Having come across an article written about Uruq Bani Ma’arid by a young European couple we were hell bent on getting there. I already knew about the vast expanse of the Empty Quarter and wondered how and where we might best get to explore it during this trip to the Middle East – I figured this was as good an opportunity as any. In fact, it was probably better than any other since the necessary permits are issued free by the Saudi National Centre for Wildlife and they throw in a two hour 4 x 4 tour of the sand dunes along with wildlife spotting  opportunities – incredibly, also free 😳. Just something you do not see very often. My guess is that right now they are simply testing this place for a broader “payable” inclusion into Saudi’s list of better known and nationally supported attractions – they certainly seem to be putting the infrastructure in place to do so. It definitely deserves to be more aggressively promoted.

We had website issues in obtaining the necessary permits, followed by a series of emails that were not promptly addressed, followed by some back-and-forth on WhatsApp, and finally followed via a phone call to confirm that, finally, we had, at the 11th hour, been issued the visit permits. Now pumped to see it, I can only say we were not disappointed.

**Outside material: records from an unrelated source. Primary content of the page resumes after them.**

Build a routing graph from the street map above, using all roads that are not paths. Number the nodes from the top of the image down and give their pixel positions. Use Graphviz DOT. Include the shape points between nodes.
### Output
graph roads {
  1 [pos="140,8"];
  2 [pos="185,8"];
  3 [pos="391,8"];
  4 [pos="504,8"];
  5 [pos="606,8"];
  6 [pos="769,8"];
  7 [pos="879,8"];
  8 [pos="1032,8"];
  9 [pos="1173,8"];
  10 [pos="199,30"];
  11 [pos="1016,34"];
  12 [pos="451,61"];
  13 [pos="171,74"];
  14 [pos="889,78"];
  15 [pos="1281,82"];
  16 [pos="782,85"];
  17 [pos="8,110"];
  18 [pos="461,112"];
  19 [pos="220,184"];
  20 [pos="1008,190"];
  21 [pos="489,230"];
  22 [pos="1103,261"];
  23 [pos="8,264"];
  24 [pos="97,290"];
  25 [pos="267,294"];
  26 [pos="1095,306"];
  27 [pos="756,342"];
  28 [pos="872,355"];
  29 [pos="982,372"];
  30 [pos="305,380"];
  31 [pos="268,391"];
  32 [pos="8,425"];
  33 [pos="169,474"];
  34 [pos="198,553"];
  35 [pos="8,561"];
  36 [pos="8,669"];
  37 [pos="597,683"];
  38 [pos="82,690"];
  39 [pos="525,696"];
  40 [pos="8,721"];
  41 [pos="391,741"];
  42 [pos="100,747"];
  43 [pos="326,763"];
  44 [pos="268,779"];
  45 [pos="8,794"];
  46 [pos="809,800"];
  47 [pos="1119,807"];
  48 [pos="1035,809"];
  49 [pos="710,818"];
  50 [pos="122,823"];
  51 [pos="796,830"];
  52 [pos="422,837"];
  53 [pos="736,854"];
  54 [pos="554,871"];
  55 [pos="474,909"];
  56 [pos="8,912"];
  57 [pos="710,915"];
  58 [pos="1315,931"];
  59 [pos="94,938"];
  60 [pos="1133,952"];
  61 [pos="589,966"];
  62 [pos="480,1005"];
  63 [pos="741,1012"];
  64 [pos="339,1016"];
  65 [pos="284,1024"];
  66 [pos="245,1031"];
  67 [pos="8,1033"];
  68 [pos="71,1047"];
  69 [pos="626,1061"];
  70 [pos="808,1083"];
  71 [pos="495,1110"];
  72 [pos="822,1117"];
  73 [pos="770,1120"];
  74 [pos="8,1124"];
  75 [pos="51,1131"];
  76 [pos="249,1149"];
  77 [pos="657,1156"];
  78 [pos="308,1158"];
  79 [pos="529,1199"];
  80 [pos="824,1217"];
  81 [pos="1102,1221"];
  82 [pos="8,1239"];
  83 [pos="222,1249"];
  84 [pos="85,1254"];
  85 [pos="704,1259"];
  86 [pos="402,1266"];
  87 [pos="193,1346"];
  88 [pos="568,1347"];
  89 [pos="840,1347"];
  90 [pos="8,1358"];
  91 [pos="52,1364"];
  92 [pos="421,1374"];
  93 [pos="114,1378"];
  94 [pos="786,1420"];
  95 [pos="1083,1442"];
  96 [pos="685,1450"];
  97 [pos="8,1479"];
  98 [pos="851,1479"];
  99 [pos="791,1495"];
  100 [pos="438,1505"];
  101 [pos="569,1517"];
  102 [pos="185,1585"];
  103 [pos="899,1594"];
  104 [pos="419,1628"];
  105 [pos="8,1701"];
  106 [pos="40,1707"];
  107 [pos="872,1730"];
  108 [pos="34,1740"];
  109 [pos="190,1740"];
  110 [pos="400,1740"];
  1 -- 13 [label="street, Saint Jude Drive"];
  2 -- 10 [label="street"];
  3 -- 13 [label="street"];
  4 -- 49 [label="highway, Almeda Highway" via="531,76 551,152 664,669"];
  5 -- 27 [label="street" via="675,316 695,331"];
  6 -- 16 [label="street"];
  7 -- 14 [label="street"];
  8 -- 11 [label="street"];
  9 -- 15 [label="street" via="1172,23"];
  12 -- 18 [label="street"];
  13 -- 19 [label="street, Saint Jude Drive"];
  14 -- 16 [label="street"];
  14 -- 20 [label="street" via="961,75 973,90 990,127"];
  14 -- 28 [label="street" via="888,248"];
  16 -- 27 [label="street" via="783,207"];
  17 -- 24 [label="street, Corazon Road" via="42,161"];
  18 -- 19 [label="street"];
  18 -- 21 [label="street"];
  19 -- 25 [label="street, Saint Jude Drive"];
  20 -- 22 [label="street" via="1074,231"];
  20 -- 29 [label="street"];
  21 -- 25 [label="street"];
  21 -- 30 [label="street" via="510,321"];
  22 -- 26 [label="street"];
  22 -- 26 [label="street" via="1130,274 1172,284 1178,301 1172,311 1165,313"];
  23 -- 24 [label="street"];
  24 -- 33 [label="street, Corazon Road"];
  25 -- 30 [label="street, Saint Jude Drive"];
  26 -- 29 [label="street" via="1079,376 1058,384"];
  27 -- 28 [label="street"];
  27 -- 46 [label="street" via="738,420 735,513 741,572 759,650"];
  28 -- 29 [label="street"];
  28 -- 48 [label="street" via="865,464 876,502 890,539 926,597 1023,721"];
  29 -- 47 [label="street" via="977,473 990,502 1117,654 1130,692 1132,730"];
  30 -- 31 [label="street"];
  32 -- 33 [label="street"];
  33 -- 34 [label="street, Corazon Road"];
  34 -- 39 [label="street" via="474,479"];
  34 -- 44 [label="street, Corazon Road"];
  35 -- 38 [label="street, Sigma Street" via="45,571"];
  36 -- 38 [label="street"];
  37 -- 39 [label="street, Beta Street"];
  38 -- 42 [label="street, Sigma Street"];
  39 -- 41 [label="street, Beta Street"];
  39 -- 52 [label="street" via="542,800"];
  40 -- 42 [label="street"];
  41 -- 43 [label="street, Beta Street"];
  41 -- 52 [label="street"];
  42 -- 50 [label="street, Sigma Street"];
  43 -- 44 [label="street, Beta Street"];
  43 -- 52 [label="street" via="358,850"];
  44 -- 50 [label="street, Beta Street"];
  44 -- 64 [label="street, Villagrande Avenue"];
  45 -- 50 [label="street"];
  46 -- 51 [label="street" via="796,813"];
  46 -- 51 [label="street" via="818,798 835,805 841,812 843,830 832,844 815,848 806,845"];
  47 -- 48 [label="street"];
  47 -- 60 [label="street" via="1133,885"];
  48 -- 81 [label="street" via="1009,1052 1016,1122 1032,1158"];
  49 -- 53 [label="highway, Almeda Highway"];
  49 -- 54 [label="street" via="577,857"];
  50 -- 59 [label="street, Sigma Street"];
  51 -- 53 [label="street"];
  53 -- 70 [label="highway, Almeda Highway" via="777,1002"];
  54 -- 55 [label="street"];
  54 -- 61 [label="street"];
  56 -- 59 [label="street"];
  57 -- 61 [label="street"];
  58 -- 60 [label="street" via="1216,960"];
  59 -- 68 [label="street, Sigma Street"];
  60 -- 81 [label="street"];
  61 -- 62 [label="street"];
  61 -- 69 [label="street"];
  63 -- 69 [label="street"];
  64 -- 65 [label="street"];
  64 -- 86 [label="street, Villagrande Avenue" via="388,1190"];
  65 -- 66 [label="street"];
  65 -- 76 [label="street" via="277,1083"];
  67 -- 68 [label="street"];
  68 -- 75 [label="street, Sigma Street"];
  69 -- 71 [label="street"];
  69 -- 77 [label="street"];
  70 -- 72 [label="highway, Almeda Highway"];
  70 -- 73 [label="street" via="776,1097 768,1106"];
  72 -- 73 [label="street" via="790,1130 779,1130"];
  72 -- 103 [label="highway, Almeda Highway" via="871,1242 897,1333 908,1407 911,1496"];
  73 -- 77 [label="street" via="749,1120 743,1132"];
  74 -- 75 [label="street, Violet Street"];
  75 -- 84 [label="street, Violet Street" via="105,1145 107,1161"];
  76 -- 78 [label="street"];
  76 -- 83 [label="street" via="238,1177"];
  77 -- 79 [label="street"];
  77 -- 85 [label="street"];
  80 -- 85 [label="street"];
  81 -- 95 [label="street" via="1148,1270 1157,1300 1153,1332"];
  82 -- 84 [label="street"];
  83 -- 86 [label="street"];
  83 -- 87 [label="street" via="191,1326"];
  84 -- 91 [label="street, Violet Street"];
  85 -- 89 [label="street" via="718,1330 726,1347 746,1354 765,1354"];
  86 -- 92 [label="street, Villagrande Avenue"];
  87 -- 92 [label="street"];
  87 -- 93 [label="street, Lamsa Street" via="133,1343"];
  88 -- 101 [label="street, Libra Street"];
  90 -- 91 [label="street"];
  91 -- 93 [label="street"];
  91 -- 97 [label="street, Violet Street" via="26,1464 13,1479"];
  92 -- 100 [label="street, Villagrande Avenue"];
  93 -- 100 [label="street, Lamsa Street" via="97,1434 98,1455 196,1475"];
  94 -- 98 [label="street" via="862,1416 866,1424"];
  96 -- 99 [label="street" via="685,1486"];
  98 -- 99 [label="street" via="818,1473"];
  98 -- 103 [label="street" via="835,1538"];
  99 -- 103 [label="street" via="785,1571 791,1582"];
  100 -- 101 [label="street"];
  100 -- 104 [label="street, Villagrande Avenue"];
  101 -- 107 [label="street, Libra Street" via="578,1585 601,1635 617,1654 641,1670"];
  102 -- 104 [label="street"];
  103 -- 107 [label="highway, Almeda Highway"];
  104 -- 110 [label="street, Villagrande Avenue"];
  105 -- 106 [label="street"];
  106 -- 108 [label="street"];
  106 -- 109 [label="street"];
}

Never happier to see any sign in Saudi. It had been quite the challenge to get permits to visit Uruq Bani Ma’arid but was it ever worth the wait. An absolute highlight of our time in this country. Spectacular.

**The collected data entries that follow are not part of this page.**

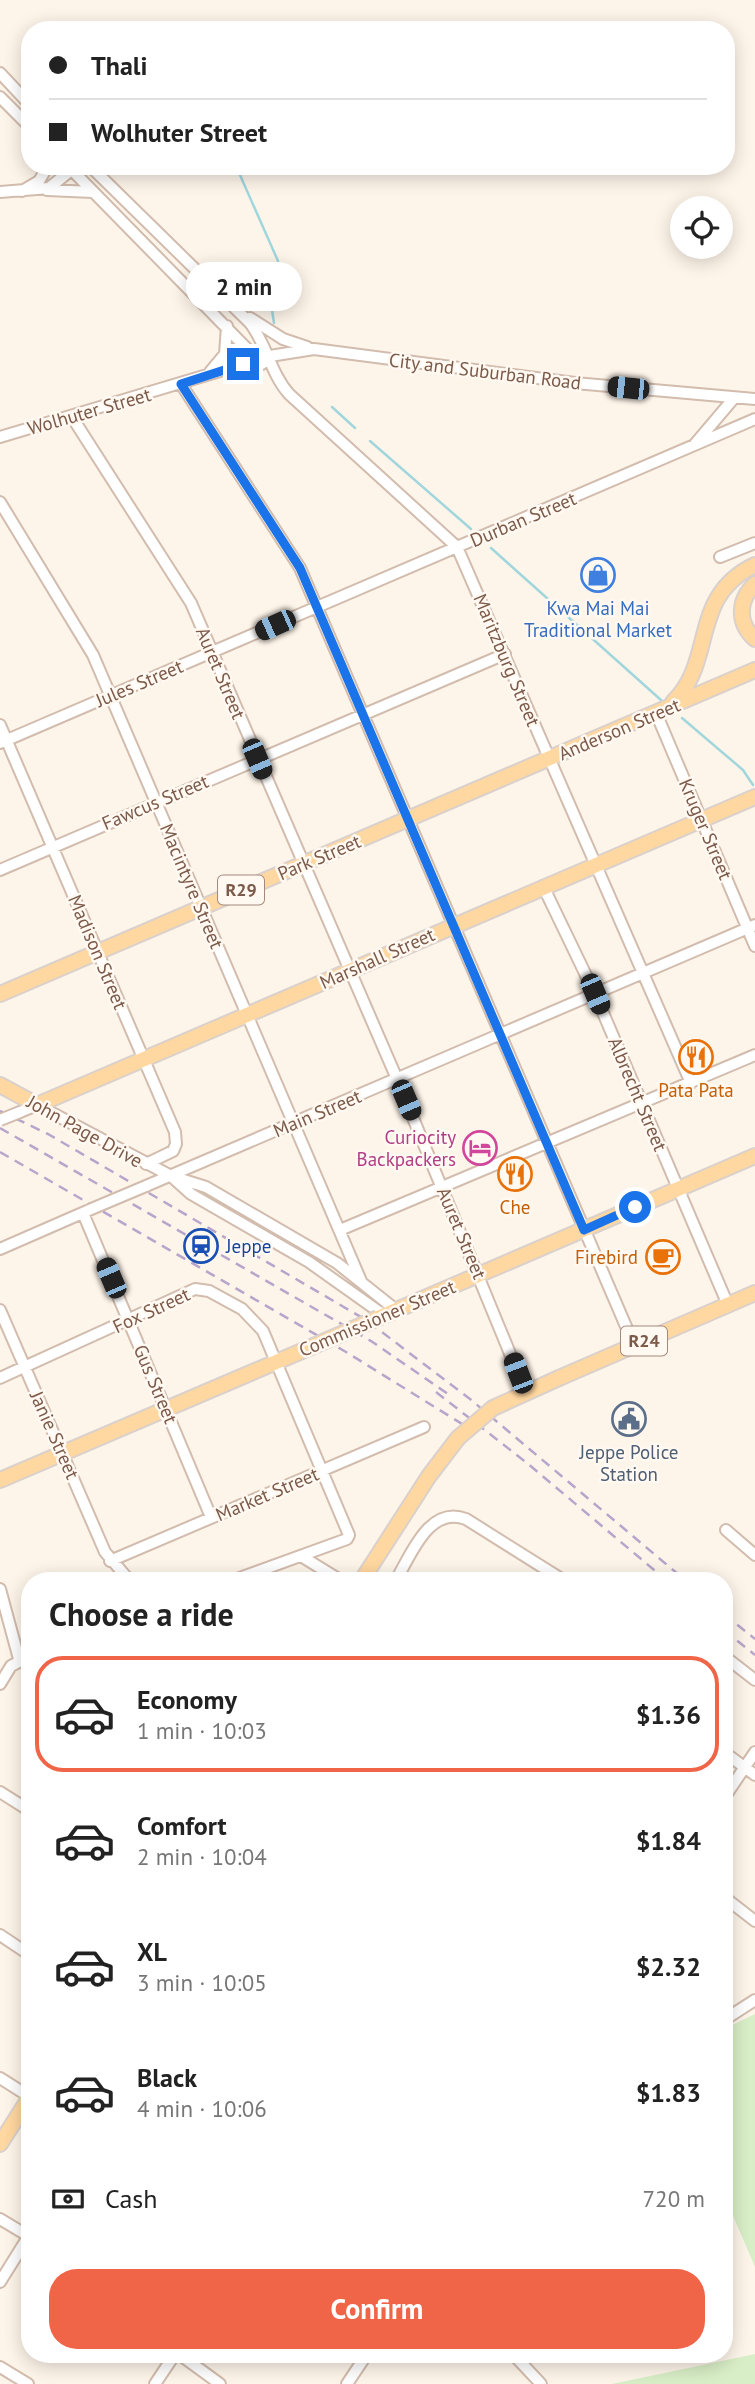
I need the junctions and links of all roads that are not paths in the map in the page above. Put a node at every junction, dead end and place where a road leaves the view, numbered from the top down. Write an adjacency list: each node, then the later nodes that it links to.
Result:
1 (0, 73): 2 (street)
2 (21, 95)
3 (0, 97): 4 (street)
4 (21, 118)
5 (43, 175): 11 (street)
6 (65, 175): 9 (street)
7 (78, 175): 12 (street, Maritzburg Street)
8 (99, 175): 13 (street, Maritzburg Street)
9 (43, 190): 11 (street); 12 (street)
10 (0, 192): 11 (street)
11 (20, 192)
12 (93, 192): 14 (street, Maritzburg Street)
13 (237, 309): 15 (street); 16 (street, Maritzburg Street)
14 (227, 326): 17 (street, Maritzburg Street); 19 (street)
15 (314, 349): 16 (street, City and Suburban Road); 21 (street, City and Suburban Road)
16 (270, 356): 17 (street, City and Suburban Road); 18 (street, Maritzburg Street)
17 (257, 360): 18 (street, Maritzburg Street); 19 (street, Wolhuter Street)
18 (274, 373): 29 (street, Maritzburg Street)
19 (205, 376): 20 (street, Wolhuter Street)
20 (181, 384): 23 (street, Wolhuter Street); 34 (street)
21 (734, 398): 22 (street, City and Suburban Road); 26 (street, Durban Street)
22 (755, 399)
23 (72, 417): 25 (street, Wolhuter Street); 36 (street, Auret Street)
24 (755, 419): 26 (street, Durban Street)
25 (0, 437)
26 (690, 448): 29 (street, Durban Street)
27 (0, 502): 39 (street, Macintyre Street)
28 (755, 543): 30 (street)
29 (457, 547): 33 (street, Durban Street); 37 (street, Maritzburg Street)
30 (720, 557)
31 (755, 565): 41 (main road)
32 (755, 584): 35 (main road)
33 (355, 590): 34 (street, Jules Street)
34 (316, 606): 36 (street, Jules Street); 40 (street)
35 (755, 639)
36 (213, 652): 39 (street, Jules Street); 44 (street, Auret Street)
37 (505, 654): 40 (street, Fawcus Street); 45 (street, Maritzburg Street)
38 (755, 670): 41 (main road, Anderson Street / R29)
39 (110, 695): 43 (street, Jules Street); 48 (street, Macintyre Street)
40 (364, 712): 44 (street, Fawcus Street); 49 (street)
41 (660, 712): 45 (main road, Anderson Street / R29); 50 (street, Kruger Street)
42 (0, 725): 43 (street, Madison Street)
43 (3, 741): 51 (street, Madison Street)
44 (257, 759): 48 (street, Fawcus Street); 52 (street, Auret Street)
45 (549, 759): 46 (main road, Anderson Street / R29); 53 (street, Maritzburg Street)
46 (483, 787): 49 (main road, Park Street / R29)
47 (755, 797): 50 (main road, Marshall Street)
48 (156, 802): 51 (street, Fawcus Street); 56 (street, Macintyre Street)
49 (407, 819): 52 (main road, Park Street / R29); 57 (street)
50 (703, 819): 53 (main road, Marshall Street); 58 (street, Kruger Street)
51 (53, 846): 54 (street, Fawcus Street); 60 (street, Madison Street)
52 (303, 864): 56 (main road, Park Street / R29); 61 (street, Auret Street)
53 (594, 864): 55 (main road, Marshall Street); 62 (street, Maritzburg Street)
54 (0, 870)
55 (542, 886): 57 (main road, Marshall Street); 64 (street, Albrecht Street)
56 (201, 908): 60 (main road, Park Street / R29); 65 (street, Macintyre Street)
57 (453, 925): 61 (main road, Marshall Street); 66 (street)
58 (751, 927): 59 (street, Kruger Street); 62 (street, Main Street)
59 (755, 946)
60 (97, 952): 63 (main road, Park Street / R29); 68 (street, Madison Street)
61 (349, 971): 65 (main road, Marshall Street); 69 (street, Auret Street)
62 (641, 974): 64 (street, Main Street); 70 (street, Maritzburg Street)
63 (0, 994)
64 (595, 994): 66 (street, Main Street); 72 (street, Albrecht Street)
65 (248, 1014): 68 (main road, Marshall Street); 75 (street, Macintyre Street)
66 (502, 1034): 69 (street, Main Street); 76 (street)
67 (755, 1055): 70 (street)
68 (144, 1059): 73 (main road, Marshall Street); 78 (street, Madison Street)
69 (397, 1079): 75 (street, Main Street); 80 (street, Auret Street)
70 (691, 1083): 72 (street)
71 (0, 1085): 73 (main road, John Page Drive)
72 (642, 1104): 76 (street); 81 (street, Albrecht Street)
73 (37, 1105): 74 (street, Marshall Street, bridge); 78 (street, John Page Drive)
74 (0, 1120)
75 (295, 1122): 79 (street, Main Street); 83 (street, Macintyre Street)
76 (548, 1143): 80 (street); 84 (street)
77 (755, 1156): 81 (main road, Commissioner Street)
78 (146, 1164): 79 (street, John Page Drive)
79 (166, 1178): 82 (street, bridge); 87 (street, John Page Drive); 91 (street, John Page Drive)
80 (442, 1187): 83 (street); 86 (street, Auret Street)
81 (676, 1190): 84 (main road, Commissioner Street); 89 (street, Albrecht Street)
82 (86, 1211): 85 (street); 92 (street, Gus Street)
83 (340, 1230): 87 (street, Macintyre Street)
84 (584, 1230): 86 (main road, Commissioner Street); 93 (street)
85 (0, 1250)
86 (480, 1274): 91 (main road, Commissioner Street); 96 (street, Auret Street)
87 (361, 1281): 91 (street, John Page Drive)
88 (755, 1293): 89 (main road, R24)
89 (728, 1305): 93 (main road, R24)
90 (0, 1310): 95 (street, Janie Street)
91 (386, 1315): 94 (main road, Commissioner Street, bridge)
92 (130, 1321): 94 (street, Fox Street); 95 (street, Fox Street); 98 (street, Gus Street)
93 (634, 1345): 111 (main road, R24, bridge)
94 (277, 1361): 98 (main road, Commissioner Street); 101 (street)
95 (25, 1367): 97 (street, Fox Street); 100 (street, Janie Street)
96 (518, 1373)
97 (0, 1378)
98 (166, 1408): 100 (main road, Commissioner Street); 103 (street, Gus Street)
99 (424, 1427): 101 (street, Market Street)
100 (63, 1454): 102 (main road, Commissioner Street); 107 (street, Janie Street)
101 (323, 1470): 103 (street, Market Street); 106 (street)
102 (0, 1480)
103 (211, 1517): 107 (street, Market Street)
104 (726, 1530): 105 (street)
105 (755, 1555)
106 (301, 1556): 109 (street); 110 (street)
107 (110, 1561): 108 (street)
108 (121, 1572)
109 (256, 1572)
110 (327, 1572)
111 (367, 1572)
112 (401, 1572): 113 (street)
113 (550, 1572)
114 (0, 1589): 115 (street)
115 (2, 1605): 116 (street)
116 (21, 1648)
117 (21, 1661): 120 (street)
118 (733, 1663): 119 (street)
119 (755, 1680)
120 (0, 1684)
121 (755, 1752): 123 (street)
122 (733, 1758): 123 (street)
123 (745, 1767): 124 (street); 125 (street)
124 (755, 1775)
125 (733, 1785)
126 (0, 1792): 127 (street)
127 (21, 1805)
128 (733, 1904): 129 (street)
129 (755, 1921)
130 (0, 1936): 131 (street)
131 (21, 1949)
132 (755, 2000): 133 (street)
133 (733, 2014)
134 (0, 2078): 135 (street)
135 (21, 2091)
136 (21, 2111): 137 (main road)
137 (0, 2144)
138 (0, 2219): 139 (street)
139 (21, 2231)
140 (21, 2248): 141 (street)
141 (0, 2282)
142 (170, 2363): 149 (street)
143 (190, 2363): 150 (street)
144 (361, 2363): 151 (street)
145 (521, 2363): 147 (street)
146 (0, 2367): 148 (street)
147 (538, 2382)
148 (28, 2384)
149 (155, 2384)
150 (220, 2384)
151 (347, 2384)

To put the location in perspective, I have attached a map of the region. We were already almost at the very bottom of Saudi Arabia, then had to drive due  east ( just above the Yemen border), literally out to the middle of nowhere. Not hard to see why so few people who aren’t already in the south actually come here. A solid one and a half day drive east of Abha and we were finally on the Ranger Station doorstep. Passports checked, vehicle checked, and then parked, we were escorted by Saeed, the Saudi guide to his new Toyota 4 x 4, for the included two hour sand dunes  tour. We’d have thought the experience was worthwhile if we just got to look at the huge dunes up close and perhaps saw one or two animals, but there was more. Given that we were only guests for the day I think Saaed gave us a little more time than usual, and gave us an incredibly memorable, 4 x 4 sand dunes experience – actually drove up and down dunes that we simply did not think possible – amazing stuff…! Sighting an Arabian Oryx is the holy grail of wildlife viewing in this park and while we didn’t see the elusive oryx, we did manage to see four gazelle‘s, the animal next down on the list. Hard to imagine how any animal can live out here when we were told that it actually never rains in this region. Apparently they get the water  they need from plants. As beautiful as it is, there would definitely be easier places to live if you were a gazelle ( then again there are no predators here )..!

Once inside the “Protected Atea” you are advised that you are entering Arabia’s legendary “Empty Quarter” ( Rub’al Khali ).
In places, golden brown/orange sand for as far as the eye can see, spectacular when set against the blue sky on a clear day. The other thing- absolute quiet,
Another shot….
Picture time ( and shoes full of sand by the end of the day ! ).
One of four gazelles we managed to spot – sadly, no Arabian Oryx.
Driving on the dunes with Saeed’s Toyota 4×4 ( with heavily deflated tires ) was a blast. Took us up down dunes that we did not think possible !
The vehicle was perfect for these dunes and Saeed’s skills were impressive.
Some tracks we made.
From one high dune, looking out for animals. The Arabian Oryx is the animal everyone wants to see but they are notoriously elusive. We managed to spot 4 gazelles but not an oryx to be seen.
Much of the reserve is on a high plateau-one could see for miles from the edge of it.
Another shot.

The Empty Quarter touches Saudi, Oman and Yemen and is a massive expanse of barren, dry desert, famous for the windswept dunes such as we saw here. We won’t be going to Yemen but Oman is on the agenda so perhaps we may even get to see it again from the other side. We’d jump at the chance.

The “Empty Quarter”, so named because it covers almost one quarter of the Arabian Peninsula.

Beyond Uruq Bani Ma’arid we head generally back to Riyadh now and one last geographic ( geological ? ) Saudi attraction.